For the workers, the focus is on skills that might be transferable to other industries, perhaps at other energy companies. Businesses such as Emergent Solar Energy and Horizon Wind Energy, which provide wind, solar, and hydroelectric power, are among the fastest-growing in any sector in Indiana. Advanced Energy Economy, a trade group comprised of those types of companies, reports that nearly a quarter of their employers struggle to find a qualified workforce. Many coal workers have a solid grasp of direct current, complex machinery, and engineering. They understand construction. Less tangibly, they are no strangers to hard work. “Skill transferability is more anecdotal than specific,” says Caryl Auslander, spokesperson for Indiana AEE. “But those who have lost their jobs in coal mines are hard workers, and we’re always looking for that.”
People can be uprooted and transplanted to where the job opportunities are—but the local tax revenue is harder to replace. In other parts of the country, the government has tried to step in. In 2015, President Obama’s administration implemented the POWER Plan, a program that directs federal funds into Appalachian communities to rebuild a region wrecked by the departure of coal. Those efforts were aimed at diversifying local economies, ensuring access to capital for small businesses, and strengthening basic infrastructure like sewers and telecommunications networks.

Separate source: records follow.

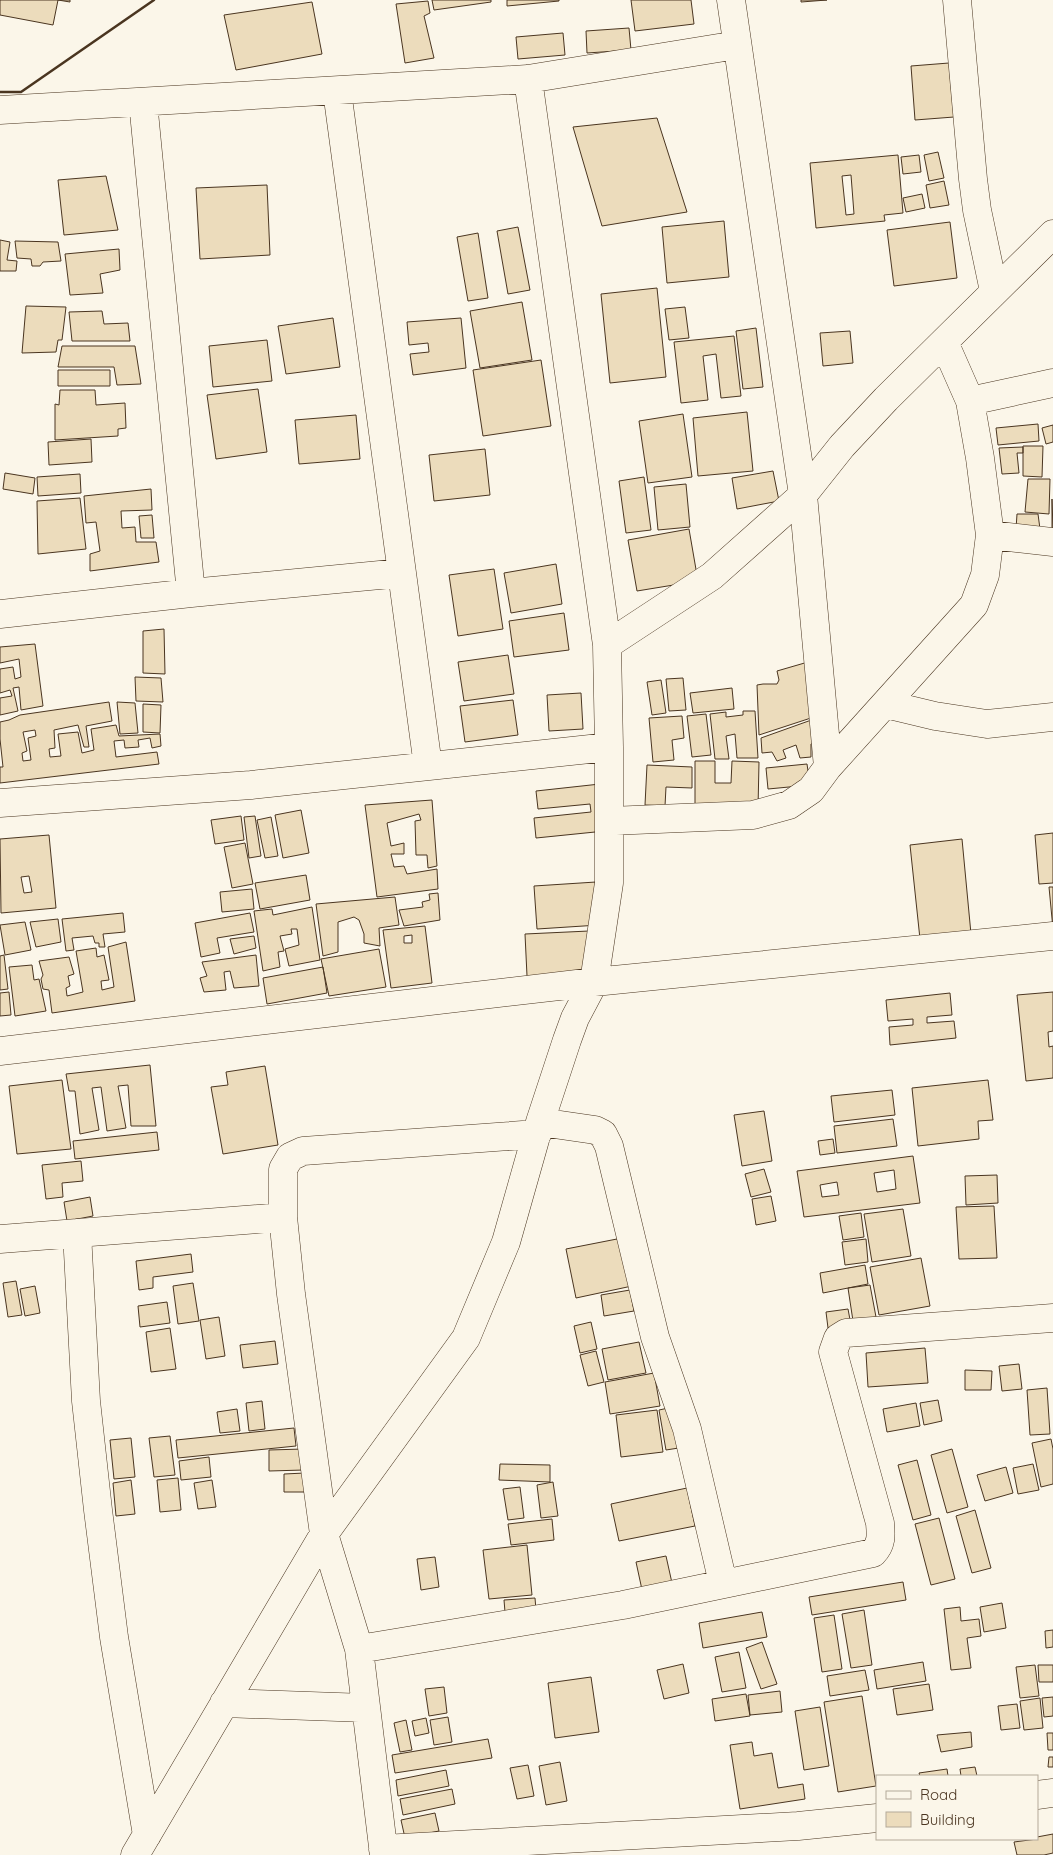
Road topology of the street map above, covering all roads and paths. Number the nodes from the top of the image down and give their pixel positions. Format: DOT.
graph roads {
  1 [pos="731,0"];
  2 [pos="958,0"];
  3 [pos="738,45"];
  4 [pos="528,80"];
  5 [pos="336,91"];
  6 [pos="143,102"];
  7 [pos="0,110"];
  8 [pos="1053,234"];
  9 [pos="994,291"];
  10 [pos="944,342"];
  11 [pos="1053,383"];
  12 [pos="970,401"];
  13 [pos="803,495"];
  14 [pos="990,535"];
  15 [pos="1053,542"];
  16 [pos="401,574"];
  17 [pos="191,593"];
  18 [pos="0,614"];
  19 [pos="607,646"];
  20 [pos="885,704"];
  21 [pos="1053,717"];
  22 [pos="609,747"];
  23 [pos="428,766"];
  24 [pos="828,767"];
  25 [pos="0,803"];
  26 [pos="610,821"];
  27 [pos="1053,936"];
  28 [pos="594,982"];
  29 [pos="0,1051"];
  30 [pos="539,1128"];
  31 [pos="283,1218"];
  32 [pos="77,1233"];
  33 [pos="0,1239"];
  34 [pos="1053,1318"];
  35 [pos="324,1534"];
  36 [pos="723,1583"];
  37 [pos="359,1649"];
  38 [pos="224,1703"];
  39 [pos="366,1708"];
  40 [pos="1053,1793"];
  41 [pos="1038,1795"];
  42 [pos="876,1818"];
  43 [pos="141,1845"];
  44 [pos="383,1852"];
  1 -- 3 [label="street"];
  2 -- 9 [label="street"];
  3 -- 4 [label="street"];
  3 -- 13 [label="street"];
  4 -- 5 [label="street"];
  4 -- 19 [label="street"];
  5 -- 6 [label="street"];
  5 -- 16 [label="street"];
  6 -- 7 [label="street"];
  6 -- 17 [label="street"];
  8 -- 9 [label="street"];
  9 -- 10 [label="street"];
  10 -- 12 [label="street"];
  10 -- 13 [label="street"];
  11 -- 12 [label="street"];
  12 -- 14 [label="street"];
  13 -- 19 [label="street"];
  13 -- 24 [label="street"];
  14 -- 15 [label="street"];
  14 -- 20 [label="street"];
  16 -- 17 [label="street"];
  16 -- 23 [label="street"];
  17 -- 18 [label="street"];
  19 -- 22 [label="street"];
  20 -- 21 [label="street"];
  20 -- 24 [label="street"];
  22 -- 23 [label="street"];
  22 -- 26 [label="street"];
  23 -- 25 [label="street"];
  24 -- 26 [label="street"];
  26 -- 28 [label="street"];
  27 -- 28 [label="street"];
  28 -- 29 [label="street"];
  28 -- 30 [label="street"];
  30 -- 31 [label="street"];
  30 -- 35 [label="street"];
  30 -- 36 [label="street"];
  31 -- 32 [label="street"];
  31 -- 35 [label="street"];
  32 -- 33 [label="street"];
  32 -- 43 [label="street"];
  34 -- 36 [label="street"];
  35 -- 37 [label="street"];
  35 -- 38 [label="street"];
  36 -- 37 [label="street"];
  37 -- 39 [label="street"];
  38 -- 39 [label="street"];
  38 -- 43 [label="street"];
  39 -- 44 [label="street"];
  40 -- 41 [label="street"];
  42 -- 44 [label="street"];
}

But the land occupied by former power plants and mines is often difficult to repurpose because of ravaged terrain and toxic waste. In West Virginia, the sprawling sites of coal mines have been replaced with fields of solar panels, which some see as an option for Indiana. The plots could also provide room for wind turbines. Some organizations are getting a little more creative. The Land Betterment Corporation, a company geared to repurpose former coal facilities, recently announced that the former Landree Mine in Greene County that closed in 2014 will now be home to a craft-spirits distillery.
In Sullivan County, where they’re staring down the 2023 closure of the Merom Generating Station, they need to find a solution quickly. Abrams says Hoosier Energy has already discussed transferring some of the Sullivan County plant workers into other sectors of the business, including transmission and meter relay jobs, but most of those are more than an hour east in Bloomington. Chicago-based Invenergy Solar Development North America just broke ground on an 1,800-acre solar farm near Fairbanks Township, which will help with some initial construction jobs and replace some of the county’s tax revenue. But Abrams is skeptical that will provide as much long-term employment or reliable energy as the Merom plant his father helped build.
“It’s ready to run—1,000 megawatts just ready to fire up,” Abrams says of the doomed generating station. “Those are valuable jobs and a valuable product for this country. To do away with that … it’s unbelievable.”